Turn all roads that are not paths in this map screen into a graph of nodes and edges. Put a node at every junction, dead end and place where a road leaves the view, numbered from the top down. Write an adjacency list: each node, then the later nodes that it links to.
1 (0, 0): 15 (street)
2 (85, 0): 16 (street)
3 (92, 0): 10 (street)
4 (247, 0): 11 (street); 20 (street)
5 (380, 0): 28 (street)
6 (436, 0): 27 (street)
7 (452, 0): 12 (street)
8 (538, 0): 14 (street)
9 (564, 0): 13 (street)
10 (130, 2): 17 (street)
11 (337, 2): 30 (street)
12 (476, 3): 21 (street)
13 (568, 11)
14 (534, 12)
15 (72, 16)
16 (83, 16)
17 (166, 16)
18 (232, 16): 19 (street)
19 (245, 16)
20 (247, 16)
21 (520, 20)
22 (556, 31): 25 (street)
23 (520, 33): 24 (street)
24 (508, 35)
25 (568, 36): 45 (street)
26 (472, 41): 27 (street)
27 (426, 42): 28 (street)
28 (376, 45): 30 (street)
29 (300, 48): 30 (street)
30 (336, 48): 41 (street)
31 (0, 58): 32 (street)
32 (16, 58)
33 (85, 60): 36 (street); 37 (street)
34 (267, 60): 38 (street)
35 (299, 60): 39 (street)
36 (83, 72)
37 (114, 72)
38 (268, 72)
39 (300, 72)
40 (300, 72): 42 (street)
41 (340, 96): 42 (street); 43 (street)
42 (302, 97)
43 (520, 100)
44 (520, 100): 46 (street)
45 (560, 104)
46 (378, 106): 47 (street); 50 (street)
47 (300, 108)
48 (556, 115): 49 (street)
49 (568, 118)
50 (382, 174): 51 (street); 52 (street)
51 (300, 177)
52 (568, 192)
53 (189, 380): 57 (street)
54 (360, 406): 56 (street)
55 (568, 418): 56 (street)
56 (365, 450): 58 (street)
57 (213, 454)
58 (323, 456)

○ ○ ○

▶ **What the task requires**:
Extract the complete set of records unchanged.

▶ **Reply**:
Turn all roads that are not paths in this map screen into a graph of nodes and edges. Put a node at every junction, dead end and place where a road leaves the view, numbered from the top down. Write an adjacency list: each node, then the later nodes that it links to.
1 (0, 0): 15 (street)
2 (85, 0): 16 (street)
3 (92, 0): 10 (street)
4 (247, 0): 11 (street); 20 (street)
5 (380, 0): 28 (street)
6 (436, 0): 27 (street)
7 (452, 0): 12 (street)
8 (538, 0): 14 (street)
9 (564, 0): 13 (street)
10 (130, 2): 17 (street)
11 (337, 2): 30 (street)
12 (476, 3): 21 (street)
13 (568, 11)
14 (534, 12)
15 (72, 16)
16 (83, 16)
17 (166, 16)
18 (232, 16): 19 (street)
19 (245, 16)
20 (247, 16)
21 (520, 20)
22 (556, 31): 25 (street)
23 (520, 33): 24 (street)
24 (508, 35)
25 (568, 36): 45 (street)
26 (472, 41): 27 (street)
27 (426, 42): 28 (street)
28 (376, 45): 30 (street)
29 (300, 48): 30 (street)
30 (336, 48): 41 (street)
31 (0, 58): 32 (street)
32 (16, 58)
33 (85, 60): 36 (street); 37 (street)
34 (267, 60): 38 (street)
35 (299, 60): 39 (street)
36 (83, 72)
37 (114, 72)
38 (268, 72)
39 (300, 72)
40 (300, 72): 42 (street)
41 (340, 96): 42 (street); 43 (street)
42 (302, 97)
43 (520, 100)
44 (520, 100): 46 (street)
45 (560, 104)
46 (378, 106): 47 (street); 50 (street)
47 (300, 108)
48 (556, 115): 49 (street)
49 (568, 118)
50 (382, 174): 51 (street); 52 (street)
51 (300, 177)
52 (568, 192)
53 (189, 380): 57 (street)
54 (360, 406): 56 (street)
55 (568, 418): 56 (street)
56 (365, 450): 58 (street)
57 (213, 454)
58 (323, 456)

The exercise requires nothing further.